Practical knowledge about their own cars also helped Auto Talk callers understand where Mr. Brand’s questions were headed. Sometimes patients think doctors are rude when they interrupt and shift directions, but studies have shown that within thirty seconds of the start of conversation between doctor and patient, the doctor is already sifting the information he is hearing and seeing, and beginning his differential diagnosis. Be patient with him. He is just leaping to the next logical symptom.
Being an active participant in your medical care doesn’t mean you have to learn medical language or understand the relationship of seemingly unrelated symptoms. But you can be like an Auto Talk caller and know how to describe your symptoms.

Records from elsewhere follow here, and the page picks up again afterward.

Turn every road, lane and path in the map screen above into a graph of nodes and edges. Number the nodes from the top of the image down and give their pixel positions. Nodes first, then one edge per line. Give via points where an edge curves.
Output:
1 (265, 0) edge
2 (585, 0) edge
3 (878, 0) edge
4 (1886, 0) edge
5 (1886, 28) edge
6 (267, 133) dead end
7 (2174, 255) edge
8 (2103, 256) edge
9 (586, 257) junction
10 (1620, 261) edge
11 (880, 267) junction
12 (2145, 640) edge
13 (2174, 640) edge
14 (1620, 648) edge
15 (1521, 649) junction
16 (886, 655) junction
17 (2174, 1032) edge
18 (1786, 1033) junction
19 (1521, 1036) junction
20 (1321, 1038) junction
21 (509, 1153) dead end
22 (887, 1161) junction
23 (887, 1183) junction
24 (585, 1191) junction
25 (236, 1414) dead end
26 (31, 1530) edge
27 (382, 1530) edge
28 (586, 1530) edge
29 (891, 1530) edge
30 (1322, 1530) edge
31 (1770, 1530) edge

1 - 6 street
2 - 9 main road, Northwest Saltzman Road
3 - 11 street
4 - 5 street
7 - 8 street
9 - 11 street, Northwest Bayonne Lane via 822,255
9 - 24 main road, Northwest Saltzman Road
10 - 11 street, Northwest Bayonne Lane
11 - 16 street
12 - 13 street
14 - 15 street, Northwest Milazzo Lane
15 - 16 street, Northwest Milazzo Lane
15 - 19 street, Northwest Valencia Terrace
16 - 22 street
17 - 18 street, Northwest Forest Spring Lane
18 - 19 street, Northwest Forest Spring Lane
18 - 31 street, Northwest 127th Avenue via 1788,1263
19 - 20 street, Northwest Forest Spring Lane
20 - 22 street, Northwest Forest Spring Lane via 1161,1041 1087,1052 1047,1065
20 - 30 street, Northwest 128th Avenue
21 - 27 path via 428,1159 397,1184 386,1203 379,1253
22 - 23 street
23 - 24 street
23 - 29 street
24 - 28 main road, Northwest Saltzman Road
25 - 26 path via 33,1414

This requires no special language – just observation. Let’s say you have a pain in the abdomen. Can you tell where it is? What does it feel like? Can you compare it to another type of pain? How often does it happen? How long does it last? Is there anything that you can do to change it (like turning over, or burping)? What makes it worse? What makes it better? When did you first notice it, and what were you doing at the time?
AutoTalk callers knew a lot about their cars’ histories. You can be prepared to give your history without much trouble if you keep a written list of the medical problems and treatments you’ve had, and of all the medicines that you take (including over the counter pills). Nothing gets overlooked, and sometimes the answers lie in these details.
Because illness is distressing, concentration on a discussion is difficult. Slow down, take deep breath, and listen as carefully as you can. Above all, ask questions. Ask away until you have a clear idea what the doctor thinks your problem is and what the plan of action is. Most offices provide you with educational material and written instructions, but it is OK to take your own notes, and to bring someone trusted with you to help.
Mr. Brand’s goal was to expand knowledge so people get “longer service life” out of their automobiles. The word doctor means teacher, and the goal of medical care is longer service life of the body. Who better to guide patients to good quality information, rather than information designed to sell a drug or a product? What better way to facilitate communication than both parties attempting to build knowledge? Call it Body Talk.
2 responses to Body Talk
Good article. The only way to be an active participant in our health care these days is to be aware, take notes when you notice something amiss, monitor the issue before going to the doctor. There is so little time allowed face to face with the doctor or should I say computer to face? Seldom does a doctor look you in the eye anymore. This would make the appointment more productive in the few minutes one actually has…staying on point/reason for the visit.
So true Phyllis. Doctors are complaining just as much as patients are.
Time for a revolution? Rebels talking to each other from both sides.